**About this exercise**
Examine each line of the data. Copy those that contain the string "dead".

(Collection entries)
======
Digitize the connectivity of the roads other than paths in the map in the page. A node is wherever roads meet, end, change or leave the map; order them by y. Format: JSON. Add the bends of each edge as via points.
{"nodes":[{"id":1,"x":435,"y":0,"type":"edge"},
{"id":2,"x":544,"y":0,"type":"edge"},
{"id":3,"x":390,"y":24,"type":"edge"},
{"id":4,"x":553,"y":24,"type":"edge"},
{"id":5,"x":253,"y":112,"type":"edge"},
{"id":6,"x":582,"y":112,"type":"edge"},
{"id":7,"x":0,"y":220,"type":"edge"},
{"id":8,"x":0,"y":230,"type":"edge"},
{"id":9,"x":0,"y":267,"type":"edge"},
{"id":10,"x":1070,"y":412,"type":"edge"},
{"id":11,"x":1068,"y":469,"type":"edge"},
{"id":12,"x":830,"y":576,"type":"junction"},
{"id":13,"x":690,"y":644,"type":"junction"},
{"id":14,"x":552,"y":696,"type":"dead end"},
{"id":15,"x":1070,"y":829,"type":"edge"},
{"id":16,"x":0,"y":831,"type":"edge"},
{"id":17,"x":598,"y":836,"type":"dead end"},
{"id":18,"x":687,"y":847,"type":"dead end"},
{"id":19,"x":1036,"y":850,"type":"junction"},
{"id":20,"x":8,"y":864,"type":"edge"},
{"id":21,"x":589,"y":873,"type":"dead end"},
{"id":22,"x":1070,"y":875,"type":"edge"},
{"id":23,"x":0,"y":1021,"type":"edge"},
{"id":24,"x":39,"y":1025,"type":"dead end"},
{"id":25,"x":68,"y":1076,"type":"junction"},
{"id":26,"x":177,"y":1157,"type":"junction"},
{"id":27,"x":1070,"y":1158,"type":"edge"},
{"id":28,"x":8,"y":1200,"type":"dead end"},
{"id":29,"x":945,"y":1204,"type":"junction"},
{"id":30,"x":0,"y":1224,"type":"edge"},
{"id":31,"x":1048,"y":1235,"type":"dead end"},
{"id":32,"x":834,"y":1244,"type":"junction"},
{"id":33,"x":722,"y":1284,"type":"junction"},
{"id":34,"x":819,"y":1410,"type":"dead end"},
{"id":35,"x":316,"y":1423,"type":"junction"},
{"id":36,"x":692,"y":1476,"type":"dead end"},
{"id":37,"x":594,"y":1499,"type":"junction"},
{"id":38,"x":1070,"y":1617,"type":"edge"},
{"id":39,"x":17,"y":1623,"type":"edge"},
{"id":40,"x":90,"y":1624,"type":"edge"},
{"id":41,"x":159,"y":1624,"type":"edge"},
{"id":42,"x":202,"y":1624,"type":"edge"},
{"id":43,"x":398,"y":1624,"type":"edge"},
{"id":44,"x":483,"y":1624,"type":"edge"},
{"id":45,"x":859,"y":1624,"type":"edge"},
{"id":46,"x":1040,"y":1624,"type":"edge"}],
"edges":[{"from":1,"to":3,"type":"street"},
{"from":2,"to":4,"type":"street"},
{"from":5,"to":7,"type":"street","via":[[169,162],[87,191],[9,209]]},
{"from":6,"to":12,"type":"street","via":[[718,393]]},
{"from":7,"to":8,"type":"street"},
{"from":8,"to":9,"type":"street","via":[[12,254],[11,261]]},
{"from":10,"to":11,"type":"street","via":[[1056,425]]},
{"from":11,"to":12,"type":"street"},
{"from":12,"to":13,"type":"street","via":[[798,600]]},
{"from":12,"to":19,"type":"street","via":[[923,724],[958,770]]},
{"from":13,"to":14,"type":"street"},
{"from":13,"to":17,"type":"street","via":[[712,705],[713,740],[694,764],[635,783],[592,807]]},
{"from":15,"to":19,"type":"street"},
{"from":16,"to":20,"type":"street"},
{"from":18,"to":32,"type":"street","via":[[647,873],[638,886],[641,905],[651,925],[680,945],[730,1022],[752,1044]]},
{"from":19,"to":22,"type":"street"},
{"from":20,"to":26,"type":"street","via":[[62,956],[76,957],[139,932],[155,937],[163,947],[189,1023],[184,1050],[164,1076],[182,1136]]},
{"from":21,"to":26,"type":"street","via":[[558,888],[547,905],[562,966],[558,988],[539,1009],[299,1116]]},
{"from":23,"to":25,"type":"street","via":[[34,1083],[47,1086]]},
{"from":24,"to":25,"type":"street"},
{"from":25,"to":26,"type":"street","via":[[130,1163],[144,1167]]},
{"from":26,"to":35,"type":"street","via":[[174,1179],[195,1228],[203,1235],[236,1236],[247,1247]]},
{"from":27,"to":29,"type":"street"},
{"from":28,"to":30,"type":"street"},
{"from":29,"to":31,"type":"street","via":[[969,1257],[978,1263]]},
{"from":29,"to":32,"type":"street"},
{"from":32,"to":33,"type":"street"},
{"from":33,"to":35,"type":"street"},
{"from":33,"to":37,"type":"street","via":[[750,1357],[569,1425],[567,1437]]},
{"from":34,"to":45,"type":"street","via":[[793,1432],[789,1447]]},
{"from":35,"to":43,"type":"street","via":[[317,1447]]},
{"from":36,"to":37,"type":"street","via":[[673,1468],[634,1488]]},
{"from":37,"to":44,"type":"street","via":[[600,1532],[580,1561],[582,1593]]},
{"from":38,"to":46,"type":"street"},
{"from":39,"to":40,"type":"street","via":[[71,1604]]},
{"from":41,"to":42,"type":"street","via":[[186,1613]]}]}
======
**Response area**
{"id":14,"x":552,"y":696,"type":"dead end"},
{"id":17,"x":598,"y":836,"type":"dead end"},
{"id":18,"x":687,"y":847,"type":"dead end"},
{"id":21,"x":589,"y":873,"type":"dead end"},
{"id":24,"x":39,"y":1025,"type":"dead end"},
{"id":28,"x":8,"y":1200,"type":"dead end"},
{"id":31,"x":1048,"y":1235,"type":"dead end"},
{"id":34,"x":819,"y":1410,"type":"dead end"},
{"id":36,"x":692,"y":1476,"type":"dead end"},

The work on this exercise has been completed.